There were other bits of disappointingly lazy plotting which really could have been written around if they’d made the effort. Want to delay a plot revelation for reasons of dramatic tension? How about a picture on the internet doesn’t load at first click, so rather than clicking refresh, you bang the keyboard angrily a couple of times (hitting it harder each time apparently being an accepted technical problem-solving approach) then hare it down to the local library, where they have a convenient edition of Debrett’s Peerage on the shelves with an extensive entry on the minor member of the aristocracy you’re interested in, complete with details of his occult dealings. Meanwhile, back at home, the laptop you’ve left running and fully visible to burglars on your kitchen table suddenly gets over the technical problem of its own accord and loads the picture, which just happens to contain a crucial plot point. Uh huh. Done it many times myself. If you’re going to write a ghost story set in the present day, you should embrace that, rather than fumbling round with unconvincing plot devices to cover up the fact that information technology makes plotting tricky.
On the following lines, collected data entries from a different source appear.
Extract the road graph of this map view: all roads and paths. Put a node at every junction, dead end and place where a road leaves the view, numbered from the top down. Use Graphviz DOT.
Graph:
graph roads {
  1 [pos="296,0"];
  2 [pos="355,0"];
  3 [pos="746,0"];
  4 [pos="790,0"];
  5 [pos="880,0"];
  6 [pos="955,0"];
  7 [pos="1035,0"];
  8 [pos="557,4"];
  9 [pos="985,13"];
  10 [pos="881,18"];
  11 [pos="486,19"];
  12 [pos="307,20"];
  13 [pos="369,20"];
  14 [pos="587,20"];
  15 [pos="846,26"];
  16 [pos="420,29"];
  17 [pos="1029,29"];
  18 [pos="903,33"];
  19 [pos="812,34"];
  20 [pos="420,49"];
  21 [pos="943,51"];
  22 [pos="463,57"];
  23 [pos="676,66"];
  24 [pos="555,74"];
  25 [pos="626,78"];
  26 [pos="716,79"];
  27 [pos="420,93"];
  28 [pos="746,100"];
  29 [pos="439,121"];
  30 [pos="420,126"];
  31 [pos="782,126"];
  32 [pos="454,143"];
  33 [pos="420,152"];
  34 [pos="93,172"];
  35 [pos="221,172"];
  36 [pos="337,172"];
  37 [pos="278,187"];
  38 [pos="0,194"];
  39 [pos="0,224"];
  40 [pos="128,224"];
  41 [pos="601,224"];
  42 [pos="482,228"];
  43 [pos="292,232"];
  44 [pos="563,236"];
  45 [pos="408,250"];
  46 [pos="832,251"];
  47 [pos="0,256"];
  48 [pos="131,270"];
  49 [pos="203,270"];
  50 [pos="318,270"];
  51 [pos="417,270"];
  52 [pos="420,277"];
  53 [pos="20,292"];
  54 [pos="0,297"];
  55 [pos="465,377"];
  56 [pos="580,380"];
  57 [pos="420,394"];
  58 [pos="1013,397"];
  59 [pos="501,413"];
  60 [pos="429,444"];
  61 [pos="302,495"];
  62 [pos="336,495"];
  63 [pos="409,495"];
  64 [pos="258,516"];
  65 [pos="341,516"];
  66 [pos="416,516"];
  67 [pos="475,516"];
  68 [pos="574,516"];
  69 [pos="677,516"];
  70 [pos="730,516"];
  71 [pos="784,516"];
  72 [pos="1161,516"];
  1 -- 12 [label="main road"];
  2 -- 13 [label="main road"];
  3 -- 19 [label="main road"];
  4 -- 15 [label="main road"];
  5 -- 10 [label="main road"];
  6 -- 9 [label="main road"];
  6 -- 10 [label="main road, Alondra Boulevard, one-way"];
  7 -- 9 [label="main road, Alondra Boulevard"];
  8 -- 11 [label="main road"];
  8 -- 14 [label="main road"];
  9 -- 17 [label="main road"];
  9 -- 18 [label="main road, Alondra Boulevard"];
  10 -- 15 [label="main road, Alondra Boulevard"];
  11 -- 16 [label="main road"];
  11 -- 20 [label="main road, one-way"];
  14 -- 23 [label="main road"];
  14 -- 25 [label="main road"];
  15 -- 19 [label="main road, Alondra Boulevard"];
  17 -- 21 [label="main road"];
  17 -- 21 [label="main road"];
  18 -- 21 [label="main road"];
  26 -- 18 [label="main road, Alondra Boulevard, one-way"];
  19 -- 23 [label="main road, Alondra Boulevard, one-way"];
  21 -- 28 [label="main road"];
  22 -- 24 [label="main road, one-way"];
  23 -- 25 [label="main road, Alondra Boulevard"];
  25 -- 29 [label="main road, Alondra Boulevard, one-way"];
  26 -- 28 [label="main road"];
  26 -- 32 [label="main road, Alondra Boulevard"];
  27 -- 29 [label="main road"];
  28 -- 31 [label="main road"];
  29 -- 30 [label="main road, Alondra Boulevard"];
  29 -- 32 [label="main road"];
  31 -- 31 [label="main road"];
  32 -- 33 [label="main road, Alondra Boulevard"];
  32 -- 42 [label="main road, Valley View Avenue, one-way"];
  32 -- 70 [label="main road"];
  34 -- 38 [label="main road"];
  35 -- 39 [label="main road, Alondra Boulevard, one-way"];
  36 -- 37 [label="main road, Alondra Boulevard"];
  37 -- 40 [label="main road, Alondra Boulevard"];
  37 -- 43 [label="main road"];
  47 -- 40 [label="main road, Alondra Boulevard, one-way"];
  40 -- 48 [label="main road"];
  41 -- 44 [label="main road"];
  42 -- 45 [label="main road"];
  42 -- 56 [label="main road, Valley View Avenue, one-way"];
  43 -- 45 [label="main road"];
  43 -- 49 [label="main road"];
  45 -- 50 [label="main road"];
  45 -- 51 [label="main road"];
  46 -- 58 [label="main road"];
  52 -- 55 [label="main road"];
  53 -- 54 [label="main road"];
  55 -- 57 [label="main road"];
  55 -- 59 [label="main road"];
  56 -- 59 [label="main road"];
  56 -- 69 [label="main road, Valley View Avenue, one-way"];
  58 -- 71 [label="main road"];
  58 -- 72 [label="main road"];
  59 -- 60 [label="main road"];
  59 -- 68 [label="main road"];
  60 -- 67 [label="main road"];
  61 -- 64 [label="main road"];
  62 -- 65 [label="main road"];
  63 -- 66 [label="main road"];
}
If you’re writing a ghost story and you’ve read any M.R. James, you’d be hard-pressed not to be influenced by him. But it’d be nice to see more ghost plots on TV that didn’t find it necessary to shoe-horn in dusty, be-wigged manor houses or wainscoting made of gallows-wood to give us our scares.

But, rants aside, on more than one occasion I checked over my shoulder that my door was closed, which is really all I ask of a ghost story when it comes down to it. I hope the Beeb show more Christmas ghostlies – it’s a festive tradition we should get back into as a nation.